What is needed: The task calls for each record to be given again unchanged, minus any pictures.

[Start of section]

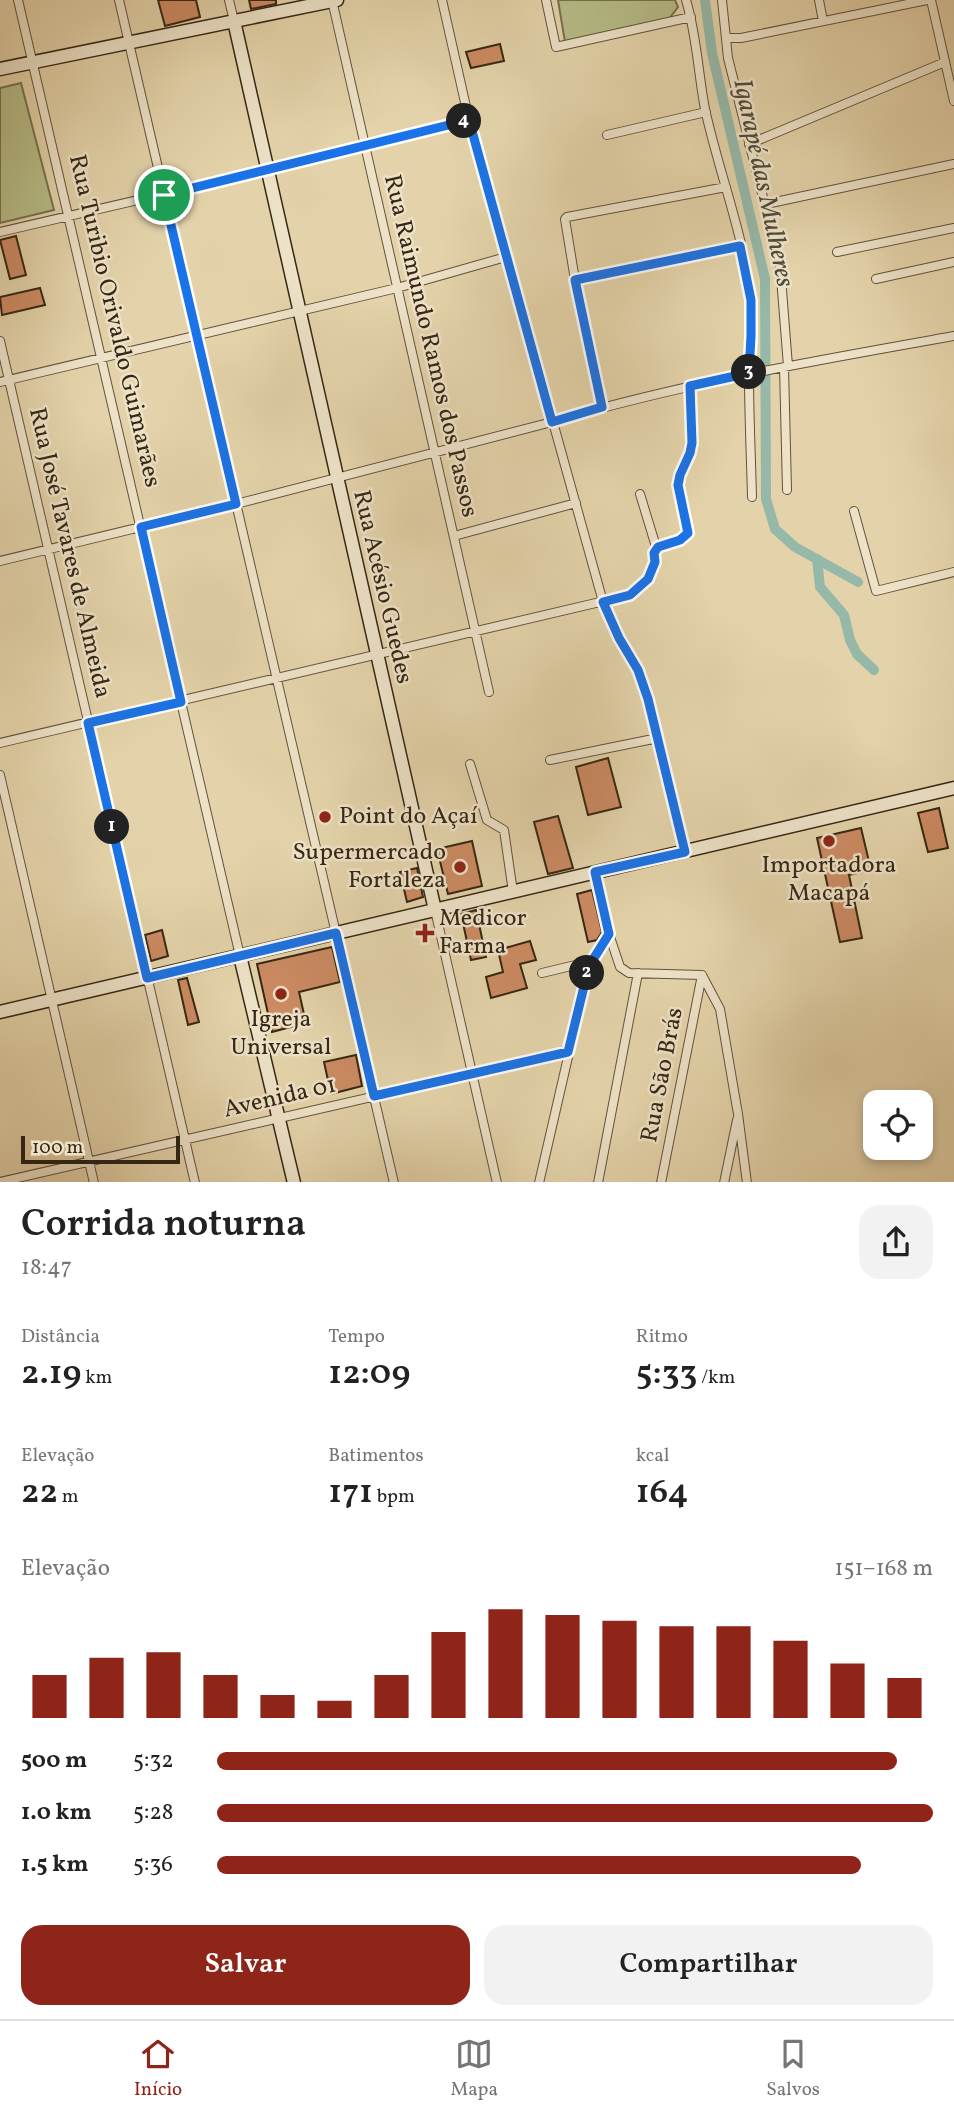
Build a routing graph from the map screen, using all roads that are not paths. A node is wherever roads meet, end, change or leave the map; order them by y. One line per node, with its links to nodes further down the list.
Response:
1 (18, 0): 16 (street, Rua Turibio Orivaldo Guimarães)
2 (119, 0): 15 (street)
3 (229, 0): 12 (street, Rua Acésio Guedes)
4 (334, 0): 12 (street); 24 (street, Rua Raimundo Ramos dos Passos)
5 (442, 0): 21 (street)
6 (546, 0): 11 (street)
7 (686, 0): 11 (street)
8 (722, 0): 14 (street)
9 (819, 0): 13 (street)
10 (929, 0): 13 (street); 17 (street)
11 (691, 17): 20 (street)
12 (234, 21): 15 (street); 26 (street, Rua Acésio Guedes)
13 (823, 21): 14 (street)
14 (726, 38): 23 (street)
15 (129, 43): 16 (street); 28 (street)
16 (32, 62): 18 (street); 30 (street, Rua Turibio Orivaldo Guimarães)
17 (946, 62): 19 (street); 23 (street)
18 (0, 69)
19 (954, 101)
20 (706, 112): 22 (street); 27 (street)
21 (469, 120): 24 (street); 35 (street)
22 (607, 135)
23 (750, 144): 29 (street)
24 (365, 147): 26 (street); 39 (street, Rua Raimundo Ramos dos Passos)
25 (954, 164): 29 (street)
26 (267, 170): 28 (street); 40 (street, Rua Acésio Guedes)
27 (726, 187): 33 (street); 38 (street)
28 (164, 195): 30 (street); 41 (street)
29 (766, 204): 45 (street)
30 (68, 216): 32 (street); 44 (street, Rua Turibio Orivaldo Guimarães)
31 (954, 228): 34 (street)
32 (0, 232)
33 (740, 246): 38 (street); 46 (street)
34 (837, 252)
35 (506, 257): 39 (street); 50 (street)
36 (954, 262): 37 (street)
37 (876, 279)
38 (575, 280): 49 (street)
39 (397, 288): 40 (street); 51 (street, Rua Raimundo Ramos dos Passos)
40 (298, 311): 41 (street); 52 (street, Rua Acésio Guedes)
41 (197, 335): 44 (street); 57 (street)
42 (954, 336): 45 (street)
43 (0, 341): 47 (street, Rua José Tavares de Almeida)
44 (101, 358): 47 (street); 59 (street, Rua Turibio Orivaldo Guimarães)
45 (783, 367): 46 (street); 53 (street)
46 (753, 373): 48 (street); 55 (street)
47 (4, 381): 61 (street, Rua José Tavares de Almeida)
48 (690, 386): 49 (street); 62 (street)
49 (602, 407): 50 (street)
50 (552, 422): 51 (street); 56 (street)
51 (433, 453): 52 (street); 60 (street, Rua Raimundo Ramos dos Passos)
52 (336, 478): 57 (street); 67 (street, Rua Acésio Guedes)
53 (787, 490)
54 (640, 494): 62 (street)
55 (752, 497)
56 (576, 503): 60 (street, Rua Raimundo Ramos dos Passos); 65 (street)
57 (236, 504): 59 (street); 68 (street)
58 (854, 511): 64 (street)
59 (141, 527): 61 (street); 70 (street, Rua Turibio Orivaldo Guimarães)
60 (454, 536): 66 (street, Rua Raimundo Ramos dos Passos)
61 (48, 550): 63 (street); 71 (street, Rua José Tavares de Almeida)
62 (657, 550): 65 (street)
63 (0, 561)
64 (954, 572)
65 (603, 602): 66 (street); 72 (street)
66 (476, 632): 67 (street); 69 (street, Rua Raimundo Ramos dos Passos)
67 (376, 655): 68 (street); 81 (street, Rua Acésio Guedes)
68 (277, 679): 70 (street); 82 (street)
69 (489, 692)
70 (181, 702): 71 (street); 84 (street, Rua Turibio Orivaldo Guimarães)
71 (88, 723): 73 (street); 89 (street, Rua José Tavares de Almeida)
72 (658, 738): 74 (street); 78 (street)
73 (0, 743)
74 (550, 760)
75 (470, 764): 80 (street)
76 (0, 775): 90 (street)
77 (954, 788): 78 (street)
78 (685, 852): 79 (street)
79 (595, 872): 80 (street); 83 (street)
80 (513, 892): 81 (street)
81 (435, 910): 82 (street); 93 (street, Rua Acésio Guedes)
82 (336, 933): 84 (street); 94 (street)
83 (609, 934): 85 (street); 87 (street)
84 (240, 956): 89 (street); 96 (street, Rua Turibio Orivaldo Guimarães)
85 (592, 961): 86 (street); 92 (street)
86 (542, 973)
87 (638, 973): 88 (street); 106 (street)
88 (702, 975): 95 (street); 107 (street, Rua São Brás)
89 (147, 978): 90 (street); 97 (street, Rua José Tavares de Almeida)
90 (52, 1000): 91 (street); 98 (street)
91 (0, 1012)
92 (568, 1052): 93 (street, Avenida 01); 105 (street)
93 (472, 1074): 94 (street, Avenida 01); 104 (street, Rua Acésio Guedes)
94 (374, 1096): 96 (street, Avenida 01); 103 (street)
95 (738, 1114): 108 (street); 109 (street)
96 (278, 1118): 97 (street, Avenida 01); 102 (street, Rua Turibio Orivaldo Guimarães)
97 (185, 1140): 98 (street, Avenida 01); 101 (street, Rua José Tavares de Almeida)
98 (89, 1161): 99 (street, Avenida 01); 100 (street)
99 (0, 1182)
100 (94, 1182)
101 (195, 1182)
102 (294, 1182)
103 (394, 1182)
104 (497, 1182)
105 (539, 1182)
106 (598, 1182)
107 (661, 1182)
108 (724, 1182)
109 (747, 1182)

[End of section]

Your response:
Build a routing graph from the map screen, using all roads that are not paths. A node is wherever roads meet, end, change or leave the map; order them by y. One line per node, with its links to nodes further down the list.
Response:
1 (18, 0): 16 (street, Rua Turibio Orivaldo Guimarães)
2 (119, 0): 15 (street)
3 (229, 0): 12 (street, Rua Acésio Guedes)
4 (334, 0): 12 (street); 24 (street, Rua Raimundo Ramos dos Passos)
5 (442, 0): 21 (street)
6 (546, 0): 11 (street)
7 (686, 0): 11 (street)
8 (722, 0): 14 (street)
9 (819, 0): 13 (street)
10 (929, 0): 13 (street); 17 (street)
11 (691, 17): 20 (street)
12 (234, 21): 15 (street); 26 (street, Rua Acésio Guedes)
13 (823, 21): 14 (street)
14 (726, 38): 23 (street)
15 (129, 43): 16 (street); 28 (street)
16 (32, 62): 18 (street); 30 (street, Rua Turibio Orivaldo Guimarães)
17 (946, 62): 19 (street); 23 (street)
18 (0, 69)
19 (954, 101)
20 (706, 112): 22 (street); 27 (street)
21 (469, 120): 24 (street); 35 (street)
22 (607, 135)
23 (750, 144): 29 (street)
24 (365, 147): 26 (street); 39 (street, Rua Raimundo Ramos dos Passos)
25 (954, 164): 29 (street)
26 (267, 170): 28 (street); 40 (street, Rua Acésio Guedes)
27 (726, 187): 33 (street); 38 (street)
28 (164, 195): 30 (street); 41 (street)
29 (766, 204): 45 (street)
30 (68, 216): 32 (street); 44 (street, Rua Turibio Orivaldo Guimarães)
31 (954, 228): 34 (street)
32 (0, 232)
33 (740, 246): 38 (street); 46 (street)
34 (837, 252)
35 (506, 257): 39 (street); 50 (street)
36 (954, 262): 37 (street)
37 (876, 279)
38 (575, 280): 49 (street)
39 (397, 288): 40 (street); 51 (street, Rua Raimundo Ramos dos Passos)
40 (298, 311): 41 (street); 52 (street, Rua Acésio Guedes)
41 (197, 335): 44 (street); 57 (street)
42 (954, 336): 45 (street)
43 (0, 341): 47 (street, Rua José Tavares de Almeida)
44 (101, 358): 47 (street); 59 (street, Rua Turibio Orivaldo Guimarães)
45 (783, 367): 46 (street); 53 (street)
46 (753, 373): 48 (street); 55 (street)
47 (4, 381): 61 (street, Rua José Tavares de Almeida)
48 (690, 386): 49 (street); 62 (street)
49 (602, 407): 50 (street)
50 (552, 422): 51 (street); 56 (street)
51 (433, 453): 52 (street); 60 (street, Rua Raimundo Ramos dos Passos)
52 (336, 478): 57 (street); 67 (street, Rua Acésio Guedes)
53 (787, 490)
54 (640, 494): 62 (street)
55 (752, 497)
56 (576, 503): 60 (street, Rua Raimundo Ramos dos Passos); 65 (street)
57 (236, 504): 59 (street); 68 (street)
58 (854, 511): 64 (street)
59 (141, 527): 61 (street); 70 (street, Rua Turibio Orivaldo Guimarães)
60 (454, 536): 66 (street, Rua Raimundo Ramos dos Passos)
61 (48, 550): 63 (street); 71 (street, Rua José Tavares de Almeida)
62 (657, 550): 65 (street)
63 (0, 561)
64 (954, 572)
65 (603, 602): 66 (street); 72 (street)
66 (476, 632): 67 (street); 69 (street, Rua Raimundo Ramos dos Passos)
67 (376, 655): 68 (street); 81 (street, Rua Acésio Guedes)
68 (277, 679): 70 (street); 82 (street)
69 (489, 692)
70 (181, 702): 71 (street); 84 (street, Rua Turibio Orivaldo Guimarães)
71 (88, 723): 73 (street); 89 (street, Rua José Tavares de Almeida)
72 (658, 738): 74 (street); 78 (street)
73 (0, 743)
74 (550, 760)
75 (470, 764): 80 (street)
76 (0, 775): 90 (street)
77 (954, 788): 78 (street)
78 (685, 852): 79 (street)
79 (595, 872): 80 (street); 83 (street)
80 (513, 892): 81 (street)
81 (435, 910): 82 (street); 93 (street, Rua Acésio Guedes)
82 (336, 933): 84 (street); 94 (street)
83 (609, 934): 85 (street); 87 (street)
84 (240, 956): 89 (street); 96 (street, Rua Turibio Orivaldo Guimarães)
85 (592, 961): 86 (street); 92 (street)
86 (542, 973)
87 (638, 973): 88 (street); 106 (street)
88 (702, 975): 95 (street); 107 (street, Rua São Brás)
89 (147, 978): 90 (street); 97 (street, Rua José Tavares de Almeida)
90 (52, 1000): 91 (street); 98 (street)
91 (0, 1012)
92 (568, 1052): 93 (street, Avenida 01); 105 (street)
93 (472, 1074): 94 (street, Avenida 01); 104 (street, Rua Acésio Guedes)
94 (374, 1096): 96 (street, Avenida 01); 103 (street)
95 (738, 1114): 108 (street); 109 (street)
96 (278, 1118): 97 (street, Avenida 01); 102 (street, Rua Turibio Orivaldo Guimarães)
97 (185, 1140): 98 (street, Avenida 01); 101 (street, Rua José Tavares de Almeida)
98 (89, 1161): 99 (street, Avenida 01); 100 (street)
99 (0, 1182)
100 (94, 1182)
101 (195, 1182)
102 (294, 1182)
103 (394, 1182)
104 (497, 1182)
105 (539, 1182)
106 (598, 1182)
107 (661, 1182)
108 (724, 1182)
109 (747, 1182)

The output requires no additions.